Fig. 3: IRES truncations and the secondary structure of the IRES-coding sequence junction affect circRNA translation.
From: Engineering circular RNA for enhanced protein production
a, NanoLuc activity at 24 hours after transfection of HeLa cells with circRNAs containing deletions of successive IRES domains starting from the 5′ end. Secondary structure and truncation points are indicated on the diagram. NanoLuc activity was normalized to constitutive firefly luciferase activity from the same sample and then divided by values from mock transfection. Data are mean ± s.e.m. for n = 3 biological replicates. b, NanoLuc activity at 24 hours after transfection of HeLa cells with circRNAs containing deletions of individual IRES domains. NanoLuc activity was normalized to constitutive firefly luciferase activity from the same sample and then divided by values from mock transfection. Data are mean ± s.e.m. for n = 3 biological replicates. c, NanoLuc activity at 24 hours after transfection of HeLa cells with circRNAs containing successive 10-nt deletions starting from the 3′ end of the IRES, immediately before the AUG start codon. NanoLuc activity was normalized to constitutive firefly luciferase activity from the same sample and then divided by values from mock transfection.
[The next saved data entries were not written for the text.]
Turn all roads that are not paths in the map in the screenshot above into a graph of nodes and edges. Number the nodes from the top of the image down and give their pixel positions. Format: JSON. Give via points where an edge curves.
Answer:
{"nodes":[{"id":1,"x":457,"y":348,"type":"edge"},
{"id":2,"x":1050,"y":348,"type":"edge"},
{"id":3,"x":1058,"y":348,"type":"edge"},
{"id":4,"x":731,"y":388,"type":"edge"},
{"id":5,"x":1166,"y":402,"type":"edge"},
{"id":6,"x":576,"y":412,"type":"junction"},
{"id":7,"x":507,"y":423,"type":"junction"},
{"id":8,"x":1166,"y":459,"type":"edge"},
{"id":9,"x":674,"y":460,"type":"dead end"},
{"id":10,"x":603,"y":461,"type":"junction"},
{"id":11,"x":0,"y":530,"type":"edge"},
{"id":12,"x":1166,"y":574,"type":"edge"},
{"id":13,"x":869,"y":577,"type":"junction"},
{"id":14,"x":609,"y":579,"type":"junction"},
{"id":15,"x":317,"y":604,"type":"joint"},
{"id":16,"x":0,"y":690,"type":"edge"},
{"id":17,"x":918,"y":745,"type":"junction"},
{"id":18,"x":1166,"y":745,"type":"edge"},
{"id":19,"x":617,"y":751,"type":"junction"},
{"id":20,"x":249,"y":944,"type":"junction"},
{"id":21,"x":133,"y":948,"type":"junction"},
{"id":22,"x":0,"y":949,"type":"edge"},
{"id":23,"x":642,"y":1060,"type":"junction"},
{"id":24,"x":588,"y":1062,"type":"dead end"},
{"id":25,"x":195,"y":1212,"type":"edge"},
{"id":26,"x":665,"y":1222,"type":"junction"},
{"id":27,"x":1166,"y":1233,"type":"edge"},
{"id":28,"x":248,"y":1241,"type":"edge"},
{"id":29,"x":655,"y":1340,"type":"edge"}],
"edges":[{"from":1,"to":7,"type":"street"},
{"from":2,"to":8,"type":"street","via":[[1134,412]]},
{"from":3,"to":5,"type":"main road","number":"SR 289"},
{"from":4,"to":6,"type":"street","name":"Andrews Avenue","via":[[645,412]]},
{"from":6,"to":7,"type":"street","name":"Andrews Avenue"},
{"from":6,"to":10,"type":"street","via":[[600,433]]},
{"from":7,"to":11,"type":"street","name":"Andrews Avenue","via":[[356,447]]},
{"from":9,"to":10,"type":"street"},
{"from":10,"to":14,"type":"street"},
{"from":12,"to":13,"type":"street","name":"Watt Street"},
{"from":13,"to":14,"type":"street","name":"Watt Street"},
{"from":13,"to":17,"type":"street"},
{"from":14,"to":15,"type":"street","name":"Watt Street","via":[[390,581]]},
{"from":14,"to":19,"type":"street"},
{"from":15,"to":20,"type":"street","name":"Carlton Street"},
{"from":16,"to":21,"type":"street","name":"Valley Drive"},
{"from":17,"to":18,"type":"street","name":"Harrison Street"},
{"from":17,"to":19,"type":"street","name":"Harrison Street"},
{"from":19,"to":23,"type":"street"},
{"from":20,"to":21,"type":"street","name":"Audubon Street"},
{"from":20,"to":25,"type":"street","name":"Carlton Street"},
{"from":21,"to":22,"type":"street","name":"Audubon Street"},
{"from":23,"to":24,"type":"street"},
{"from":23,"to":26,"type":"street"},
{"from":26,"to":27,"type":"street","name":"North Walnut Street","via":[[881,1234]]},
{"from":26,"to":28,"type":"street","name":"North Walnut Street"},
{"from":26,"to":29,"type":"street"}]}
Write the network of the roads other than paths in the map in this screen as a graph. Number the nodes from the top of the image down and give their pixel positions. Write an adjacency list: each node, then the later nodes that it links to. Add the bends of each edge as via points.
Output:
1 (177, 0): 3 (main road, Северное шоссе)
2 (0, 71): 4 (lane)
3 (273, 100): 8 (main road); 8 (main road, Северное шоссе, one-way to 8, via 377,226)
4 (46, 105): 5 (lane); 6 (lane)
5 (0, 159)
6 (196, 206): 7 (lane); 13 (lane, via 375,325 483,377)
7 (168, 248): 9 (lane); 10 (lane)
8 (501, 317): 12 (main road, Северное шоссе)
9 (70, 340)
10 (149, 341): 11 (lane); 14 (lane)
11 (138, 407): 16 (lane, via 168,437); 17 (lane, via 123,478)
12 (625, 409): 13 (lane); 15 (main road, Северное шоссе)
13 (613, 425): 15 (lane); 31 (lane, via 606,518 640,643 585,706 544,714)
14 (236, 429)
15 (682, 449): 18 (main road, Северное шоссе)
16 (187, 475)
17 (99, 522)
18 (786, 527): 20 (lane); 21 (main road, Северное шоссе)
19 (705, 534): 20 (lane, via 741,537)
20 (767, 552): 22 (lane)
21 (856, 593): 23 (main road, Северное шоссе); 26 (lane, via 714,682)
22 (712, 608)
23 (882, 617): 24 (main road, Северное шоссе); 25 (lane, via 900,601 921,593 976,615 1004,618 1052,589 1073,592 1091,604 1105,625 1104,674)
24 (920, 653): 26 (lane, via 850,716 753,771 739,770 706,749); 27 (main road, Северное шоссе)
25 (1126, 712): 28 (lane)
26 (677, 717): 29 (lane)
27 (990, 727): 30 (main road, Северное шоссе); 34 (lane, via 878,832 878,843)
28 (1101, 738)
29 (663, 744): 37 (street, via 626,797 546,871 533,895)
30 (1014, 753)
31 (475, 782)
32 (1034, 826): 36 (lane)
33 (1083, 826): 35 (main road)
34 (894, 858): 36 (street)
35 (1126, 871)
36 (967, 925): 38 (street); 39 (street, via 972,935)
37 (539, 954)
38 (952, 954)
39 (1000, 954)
Data are mean ± s.e.m. for n = 3 biological replicates. d, Correlations between the indicated properties and NanoLuc activity at 24 hours after transfection of HeLa cells with circRNAs containing different N-terminal leader sequences between the AUG start codon and NanoLuc reporter. NanoLuc activity was normalized to constitutive firefly luciferase activity from the same sample and then divided by values from mock transfection. Data are mean ± s.e.m. for n = 3 biological replicates. D, domain; WT, wild-type.